» What the exercise asks:
Every line of the data below that holds the string "WARRIGAL" needs to be reported.

» Given data:
-*-

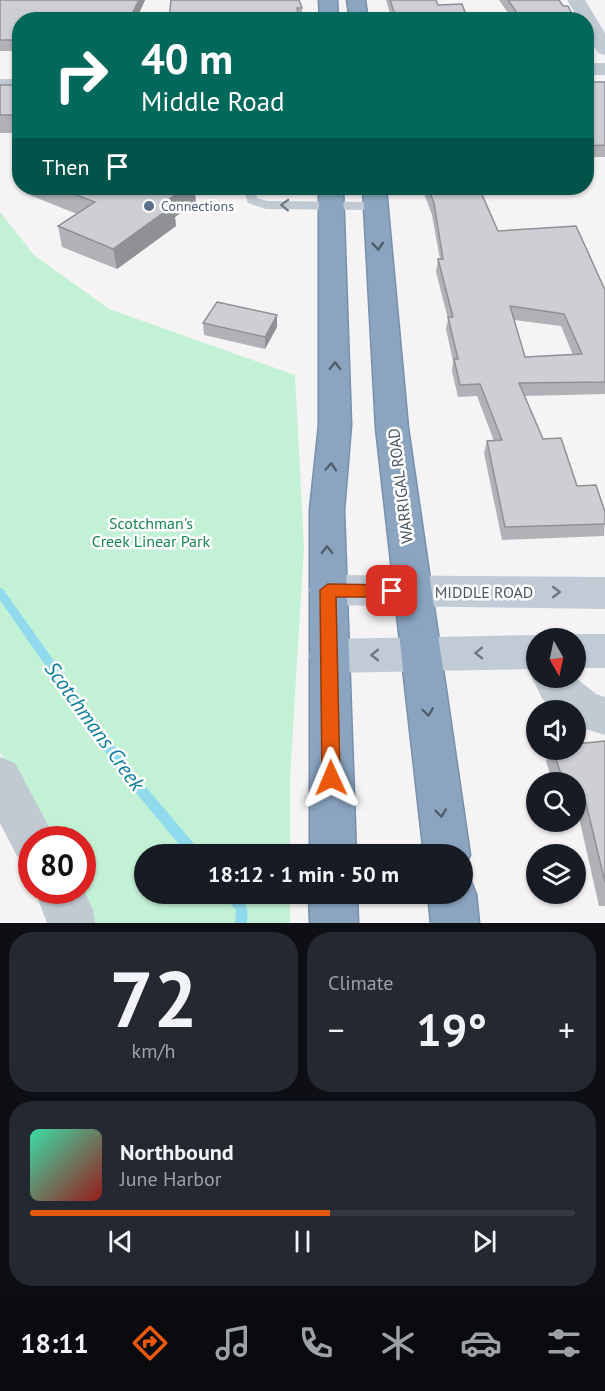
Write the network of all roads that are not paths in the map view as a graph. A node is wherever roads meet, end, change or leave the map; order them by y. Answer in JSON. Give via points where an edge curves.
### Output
{"nodes":[{"id":1,"x":594,"y":30,"type":"edge"},
{"id":2,"x":605,"y":49,"type":"edge"},
{"id":3,"x":251,"y":195,"type":"edge"},
{"id":4,"x":331,"y":197,"type":"edge"},
{"id":5,"x":375,"y":197,"type":"edge"},
{"id":6,"x":328,"y":590,"type":"junction"},
{"id":7,"x":413,"y":591,"type":"junction"},
{"id":8,"x":605,"y":593,"type":"edge"},
{"id":9,"x":586,"y":651,"type":"edge"},
{"id":10,"x":605,"y":651,"type":"edge"},
{"id":11,"x":526,"y":652,"type":"edge"},
{"id":12,"x":421,"y":654,"type":"junction"},
{"id":13,"x":329,"y":656,"type":"junction"},
{"id":14,"x":558,"y":688,"type":"edge"},
{"id":15,"x":605,"y":716,"type":"edge"},
{"id":16,"x":0,"y":778,"type":"edge"},
{"id":17,"x":26,"y":826,"type":"edge"},
{"id":18,"x":333,"y":844,"type":"edge"},
{"id":19,"x":446,"y":844,"type":"edge"},
{"id":20,"x":66,"y":904,"type":"edge"},
{"id":21,"x":333,"y":904,"type":"edge"},
{"id":22,"x":453,"y":904,"type":"edge"},
{"id":23,"x":71,"y":923,"type":"edge"},
{"id":24,"x":334,"y":923,"type":"edge"},
{"id":25,"x":455,"y":923,"type":"edge"}],
"edges":[{"from":1,"to":2,"type":"street"},
{"from":4,"to":3,"type":"lane","one_way":true,"via":[[266,205],[252,200]]},
{"from":4,"to":5,"type":"lane"},
{"from":6,"to":4,"type":"highway","one_way":true,"via":[[327,510],[335,425]]},
{"from":5,"to":7,"type":"highway","name":"WARRIGAL ROAD","one_way":true,"via":[[392,428]]},
{"from":6,"to":7,"type":"street","name":"MIDDLE ROAD"},
{"from":6,"to":13,"type":"highway"},
{"from":7,"to":8,"type":"street","name":"MIDDLE ROAD","one_way":true},
{"from":7,"to":12,"type":"highway","name":"WARRIGAL ROAD"},
{"from":9,"to":10,"type":"street"},
{"from":11,"to":12,"type":"street","one_way":true},
{"from":12,"to":13,"type":"street","one_way":true},
{"from":12,"to":19,"type":"highway","name":"WARRIGAL ROAD","one_way":true},
{"from":13,"to":18,"type":"highway"},
{"from":14,"to":15,"type":"street","via":[[583,709]]},
{"from":16,"to":17,"type":"street"},
{"from":20,"to":23,"type":"street"},
{"from":21,"to":24,"type":"highway"},
{"from":22,"to":25,"type":"highway"}]}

-*-

» Result below:
{"from":5,"to":7,"type":"highway","name":"WARRIGAL ROAD","one_way":true,"via":[[392,428]]},
{"from":7,"to":12,"type":"highway","name":"WARRIGAL ROAD"},
{"from":12,"to":19,"type":"highway","name":"WARRIGAL ROAD","one_way":true},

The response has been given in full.